(Saved entries)
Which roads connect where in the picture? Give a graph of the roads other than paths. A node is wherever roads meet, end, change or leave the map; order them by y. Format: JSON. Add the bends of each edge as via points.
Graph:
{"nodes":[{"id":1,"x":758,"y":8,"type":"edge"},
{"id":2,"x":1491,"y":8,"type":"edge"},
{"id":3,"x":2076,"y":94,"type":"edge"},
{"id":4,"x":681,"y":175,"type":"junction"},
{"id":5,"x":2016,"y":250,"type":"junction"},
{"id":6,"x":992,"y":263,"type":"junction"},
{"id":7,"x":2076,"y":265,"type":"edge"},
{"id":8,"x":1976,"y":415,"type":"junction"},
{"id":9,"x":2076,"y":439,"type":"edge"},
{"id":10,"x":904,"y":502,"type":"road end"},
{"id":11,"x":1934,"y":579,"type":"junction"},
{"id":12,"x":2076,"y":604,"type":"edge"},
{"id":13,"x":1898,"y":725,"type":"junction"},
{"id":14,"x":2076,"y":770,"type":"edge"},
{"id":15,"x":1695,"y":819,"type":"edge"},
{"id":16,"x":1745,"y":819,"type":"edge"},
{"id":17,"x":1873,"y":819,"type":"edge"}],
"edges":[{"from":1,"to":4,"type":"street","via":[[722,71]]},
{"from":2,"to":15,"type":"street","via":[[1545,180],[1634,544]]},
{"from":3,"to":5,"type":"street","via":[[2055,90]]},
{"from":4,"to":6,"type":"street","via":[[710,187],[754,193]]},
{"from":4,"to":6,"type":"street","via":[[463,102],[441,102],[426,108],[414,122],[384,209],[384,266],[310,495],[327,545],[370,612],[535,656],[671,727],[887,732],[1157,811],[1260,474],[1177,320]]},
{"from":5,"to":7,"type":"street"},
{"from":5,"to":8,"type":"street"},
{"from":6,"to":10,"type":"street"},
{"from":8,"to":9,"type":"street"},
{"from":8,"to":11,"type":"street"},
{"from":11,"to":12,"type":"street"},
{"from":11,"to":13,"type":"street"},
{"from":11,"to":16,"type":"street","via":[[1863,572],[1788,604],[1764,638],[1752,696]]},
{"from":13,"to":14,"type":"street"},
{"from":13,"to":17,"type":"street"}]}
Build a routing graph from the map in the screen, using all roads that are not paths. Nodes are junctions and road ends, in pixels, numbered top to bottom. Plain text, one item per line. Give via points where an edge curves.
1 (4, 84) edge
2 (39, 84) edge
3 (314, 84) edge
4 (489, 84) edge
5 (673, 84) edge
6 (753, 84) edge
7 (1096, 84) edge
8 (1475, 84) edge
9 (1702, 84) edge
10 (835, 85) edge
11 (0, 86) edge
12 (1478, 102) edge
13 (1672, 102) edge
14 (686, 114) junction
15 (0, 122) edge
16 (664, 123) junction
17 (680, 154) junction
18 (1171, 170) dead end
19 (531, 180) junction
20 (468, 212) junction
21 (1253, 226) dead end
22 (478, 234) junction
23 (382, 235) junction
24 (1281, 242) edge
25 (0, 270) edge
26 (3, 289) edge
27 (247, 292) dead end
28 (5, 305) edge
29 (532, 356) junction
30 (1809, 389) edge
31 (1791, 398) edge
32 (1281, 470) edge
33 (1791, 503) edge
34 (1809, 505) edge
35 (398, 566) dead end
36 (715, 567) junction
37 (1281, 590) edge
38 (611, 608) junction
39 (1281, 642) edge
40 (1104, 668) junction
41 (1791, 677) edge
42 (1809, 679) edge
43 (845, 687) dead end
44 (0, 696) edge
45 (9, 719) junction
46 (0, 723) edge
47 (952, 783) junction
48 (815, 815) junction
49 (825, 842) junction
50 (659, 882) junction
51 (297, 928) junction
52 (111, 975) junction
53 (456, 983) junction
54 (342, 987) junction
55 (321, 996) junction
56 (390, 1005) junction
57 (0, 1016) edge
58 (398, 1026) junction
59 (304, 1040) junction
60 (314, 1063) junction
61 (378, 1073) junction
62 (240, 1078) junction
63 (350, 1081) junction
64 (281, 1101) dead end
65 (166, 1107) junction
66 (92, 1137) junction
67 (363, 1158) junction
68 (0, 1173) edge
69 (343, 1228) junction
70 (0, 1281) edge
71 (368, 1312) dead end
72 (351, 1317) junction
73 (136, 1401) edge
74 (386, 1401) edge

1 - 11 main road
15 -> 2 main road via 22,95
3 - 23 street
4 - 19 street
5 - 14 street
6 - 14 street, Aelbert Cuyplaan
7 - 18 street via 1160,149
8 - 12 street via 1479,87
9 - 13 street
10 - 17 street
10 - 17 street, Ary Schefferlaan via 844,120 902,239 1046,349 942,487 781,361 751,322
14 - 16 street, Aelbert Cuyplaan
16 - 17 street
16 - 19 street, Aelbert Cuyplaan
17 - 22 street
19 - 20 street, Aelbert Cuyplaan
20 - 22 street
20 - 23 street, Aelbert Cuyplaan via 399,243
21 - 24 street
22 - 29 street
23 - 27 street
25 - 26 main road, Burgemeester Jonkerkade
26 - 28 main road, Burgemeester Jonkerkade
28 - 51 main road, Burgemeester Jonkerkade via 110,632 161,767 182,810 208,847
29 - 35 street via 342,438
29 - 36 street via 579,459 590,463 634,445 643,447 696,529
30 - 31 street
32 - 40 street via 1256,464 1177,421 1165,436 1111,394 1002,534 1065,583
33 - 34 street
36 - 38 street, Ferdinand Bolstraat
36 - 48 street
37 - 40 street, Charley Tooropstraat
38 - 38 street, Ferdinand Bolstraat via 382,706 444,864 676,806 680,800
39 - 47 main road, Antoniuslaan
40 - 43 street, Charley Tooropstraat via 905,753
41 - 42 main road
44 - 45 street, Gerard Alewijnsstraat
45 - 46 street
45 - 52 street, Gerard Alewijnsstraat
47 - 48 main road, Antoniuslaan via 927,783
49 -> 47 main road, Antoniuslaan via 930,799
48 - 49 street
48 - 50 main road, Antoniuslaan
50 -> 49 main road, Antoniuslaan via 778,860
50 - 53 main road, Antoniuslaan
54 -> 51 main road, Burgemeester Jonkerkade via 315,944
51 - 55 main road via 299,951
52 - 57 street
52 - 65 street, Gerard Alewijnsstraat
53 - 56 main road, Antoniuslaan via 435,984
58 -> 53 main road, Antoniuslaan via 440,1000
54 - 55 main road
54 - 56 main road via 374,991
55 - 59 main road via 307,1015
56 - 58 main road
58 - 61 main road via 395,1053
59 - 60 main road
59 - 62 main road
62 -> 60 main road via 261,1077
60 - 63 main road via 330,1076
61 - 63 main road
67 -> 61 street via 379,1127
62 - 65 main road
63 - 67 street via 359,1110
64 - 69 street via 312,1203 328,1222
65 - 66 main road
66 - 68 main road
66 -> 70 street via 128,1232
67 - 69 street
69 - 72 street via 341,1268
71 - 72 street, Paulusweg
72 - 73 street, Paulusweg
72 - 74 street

WHAT THE TASK ASKS
Report each line above that includes the string "Jonkerkade".

RESULT OF THE EXERCISE
25 - 26 main road, Burgemeester Jonkerkade
26 - 28 main road, Burgemeester Jonkerkade
28 - 51 main road, Burgemeester Jonkerkade via 110,632 161,767 182,810 208,847
54 -> 51 main road, Burgemeester Jonkerkade via 315,944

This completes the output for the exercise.